Por fin había podido descifrar el sueño. Cuando Julián llegara, ellos dos

pelearían por su amor y uno mataría al otro. Pero entonces se preguntó si el

desprecio era hacia su marido o hacia Julián. Pero para ese momento las cartas

ya estaban echadas, su esposo pegó un portazo y se marchó en su coche. Sin

saberlo, se cruzó con Julián en el camino de acceso a la ciudad.

Durante todo el viaje Julián leyó y releyó varias veces la carta que había

escrito, al punto que ya podía repetirla de memoria. Estaba ansioso porque Delfina

pose sus ojos sobre esas letras y se deleite nuevamente como aquella primera

vez en la plaza, cuando leyeron juntos su trágica novela.


Delfina salió a la calle pero su esposo ya había desaparecido. Se quedó

sentada en la vereda. El taxista se detuvo varias veces para consultar qué rumbo

debía tomar para encontrar la dirección indicada. Luego de dar varias vueltas y

perderse en varias ocasiones el taxista encontró la calle, avanzó por ella varias

cuadras y se detuvo en un semáforo. Miró a Julián.

—Es la próxima cuadra —dijo el taxista en inglés.

Julián se desesperó, miró hacia delante y vio a una muchacha sentada en

la vereda.

—¡Es ella! —dijo el escritor mientras se bajaba del coche.

Caminó con paso ligero. Delfina levantó su mirada y lo vio. Una lágrima

comenzó a caer sobre su mejilla, luego se levantó y caminó. Solo los separaba la

calle, pero los autos no cesaban de pasar. Ellos esperaron pacientemente, sin

despegar la mirada uno del otro. Julián apretó la carta que sostenía en su mano.

El corazón se le agitaba cada vez más, pasó el último coche y lentamente

comenzaron a avanzar. Ya a cinco metros de distancia cada uno escuchaba los

sonidos que emitía el corazón del otro. Un latir que aceleraba cada vez más su

ritmo y su volumen. Cuando ya estaban a un metro de distancia, ambos sonrieron

y desde atrás se vio una radiante luz que encandiló todo, pero que no logró que

los amantes apartaran su mirada el uno del otro.

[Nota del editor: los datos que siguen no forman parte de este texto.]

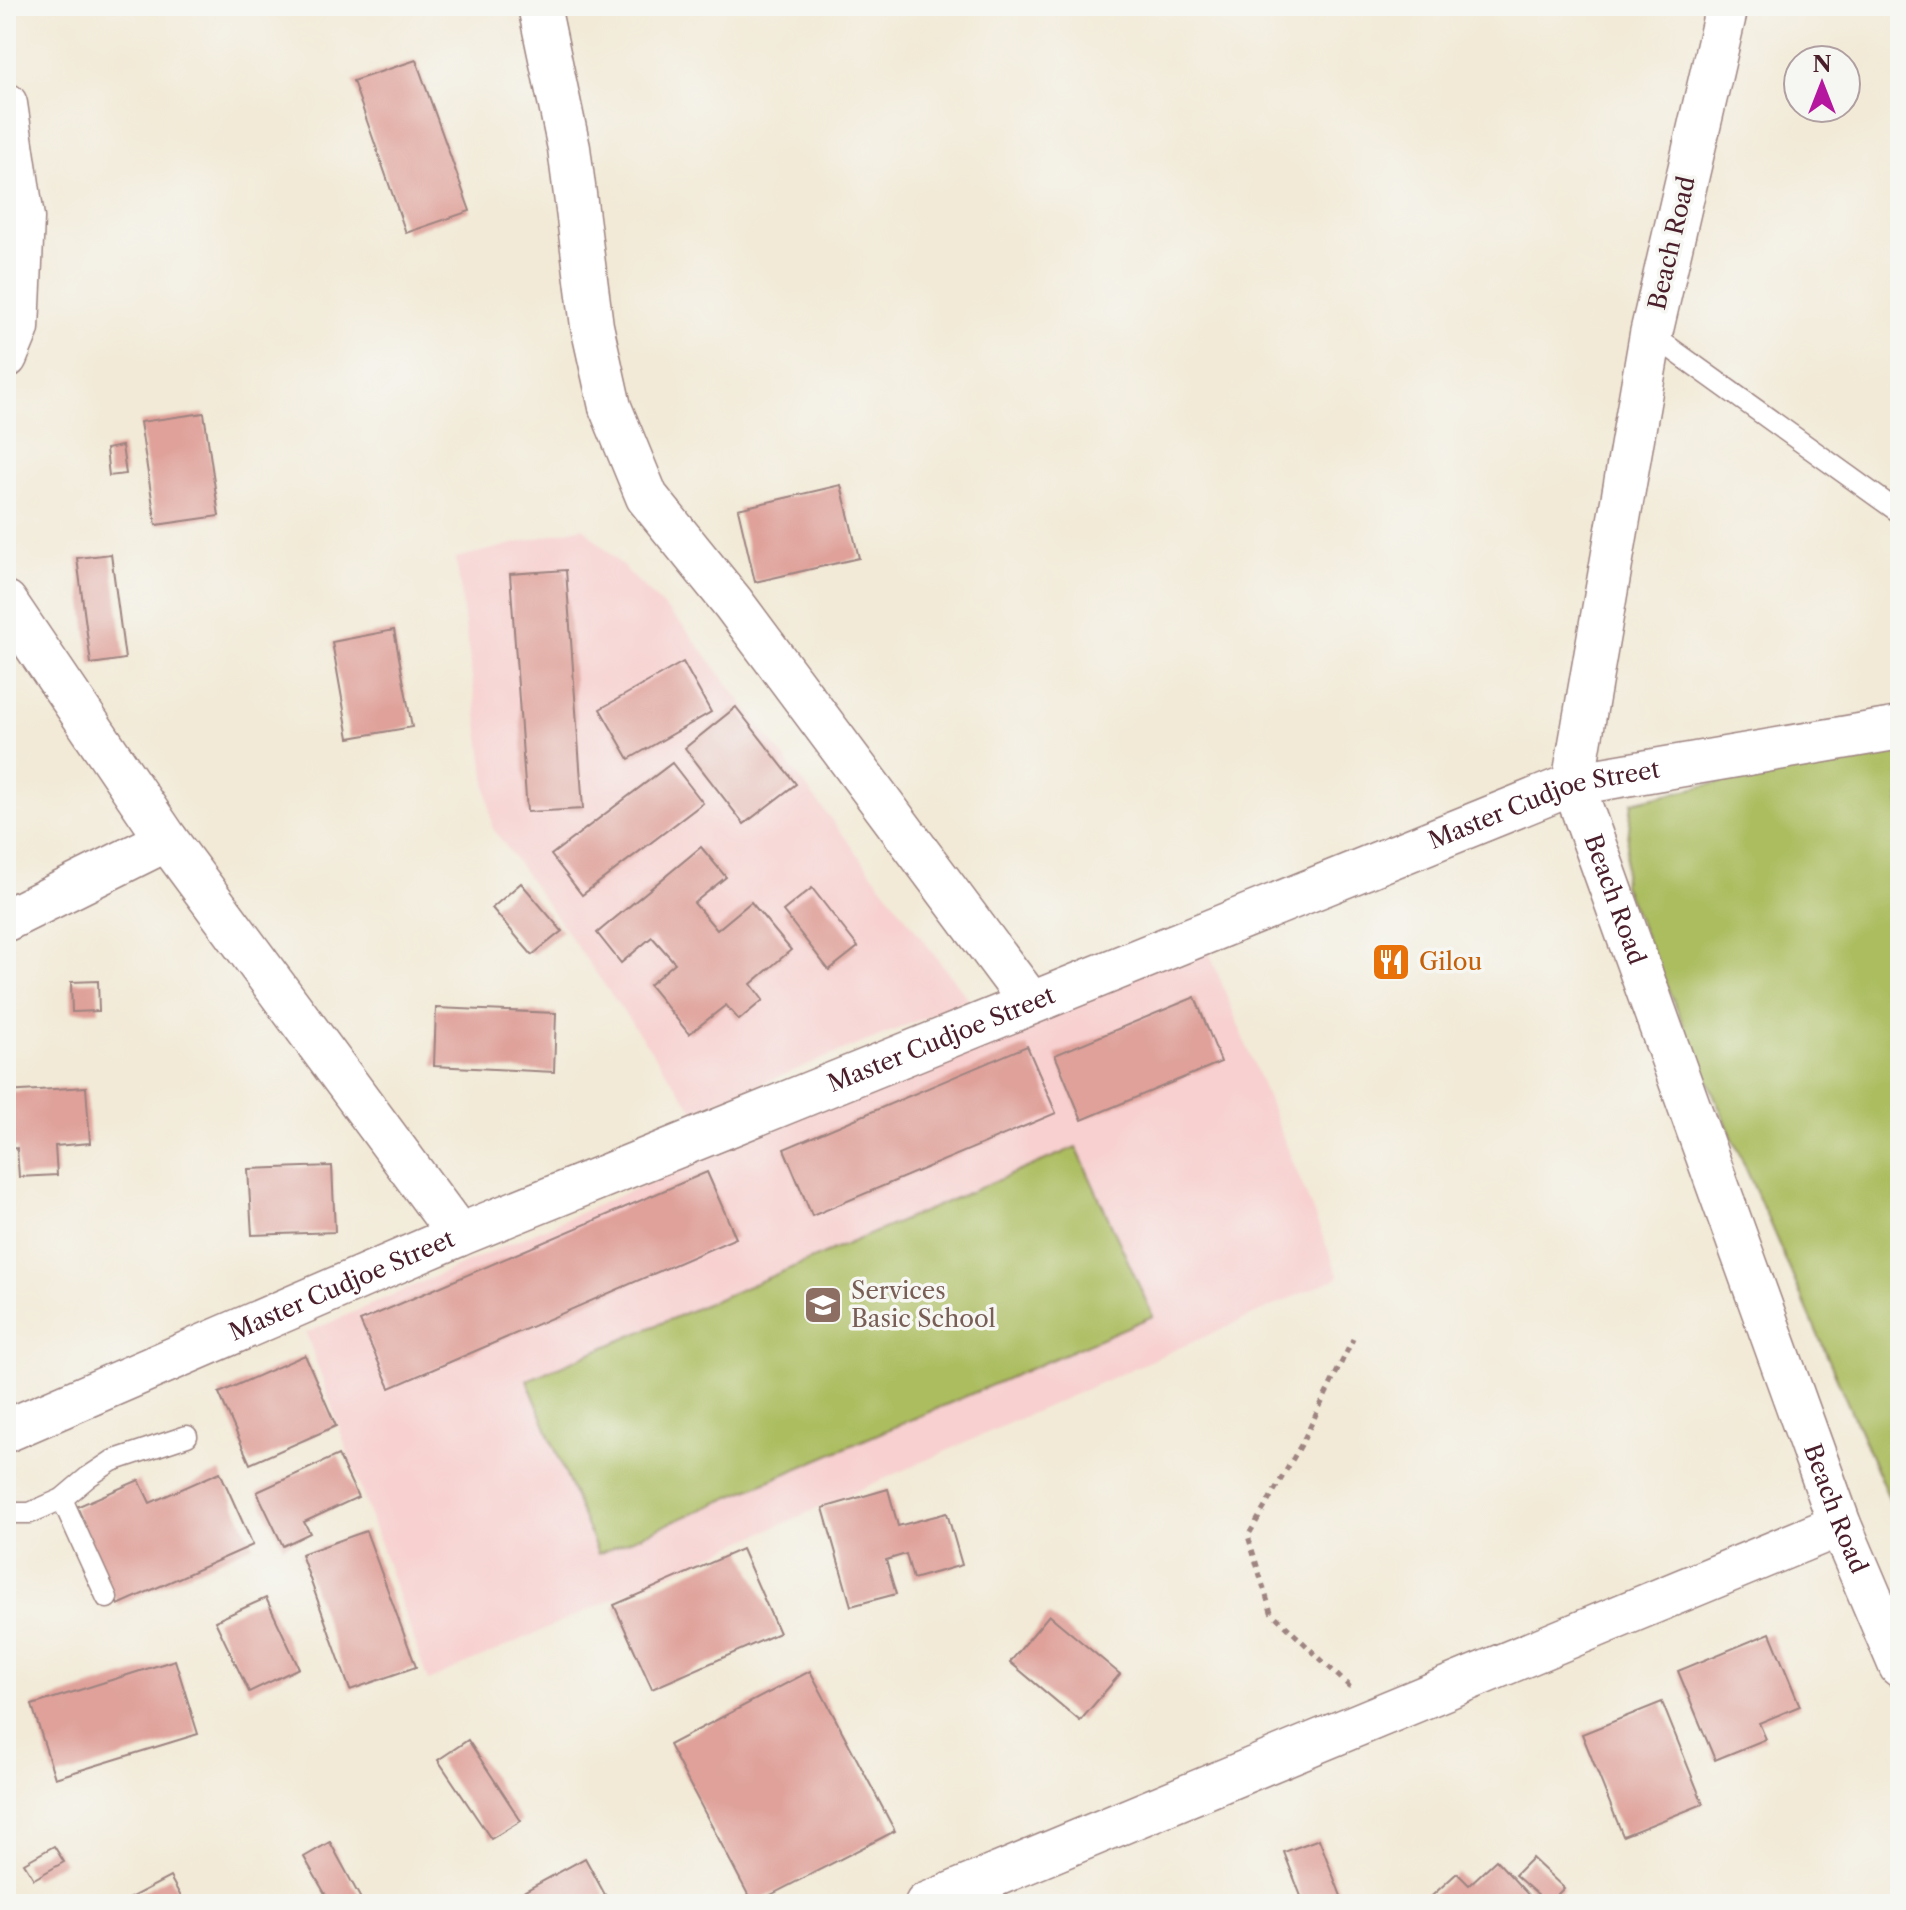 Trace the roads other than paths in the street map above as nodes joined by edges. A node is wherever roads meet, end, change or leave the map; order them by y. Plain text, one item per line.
1 (539, 6) edge
2 (1727, 6) edge
3 (6, 104) edge
4 (1651, 334) junction
5 (6, 357) edge
6 (1900, 513) edge
7 (6, 602) edge
8 (1900, 728) edge
9 (1573, 784) junction
10 (167, 840) junction
11 (6, 920) edge
12 (1031, 1003) junction
13 (459, 1235) junction
14 (6, 1431) edge
15 (187, 1436) dead end
16 (62, 1499) junction
17 (6, 1513) edge
18 (1840, 1525) junction
19 (107, 1598) dead end
20 (1900, 1666) edge
21 (926, 1904) edge

1 - 12 street
2 - 4 street, Beach Road
3 - 5 street
4 - 6 lane
4 - 9 street, Beach Road
7 - 10 street
8 - 9 street, Master Cudjoe Street
9 - 12 street, Master Cudjoe Street
9 - 18 street, Beach Road
10 - 11 street
10 - 13 street
12 - 13 street, Master Cudjoe Street
13 - 14 street, Master Cudjoe Street
15 - 16 lane
16 - 17 lane
16 - 19 lane
18 - 20 street, Beach Road
18 - 21 street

Julián soltó la carta, que voló por los aires impulsada por una fuerza

desconocida. Los amantes desaparecieron. La carta cayó delante de un cartel que

daba la bienvenida a la ciudad de Nagasaki.


Todo debe considerarse dependiendo del punto de vista desde el que se lo mire.

Dualidad, una tragedia con final feliz.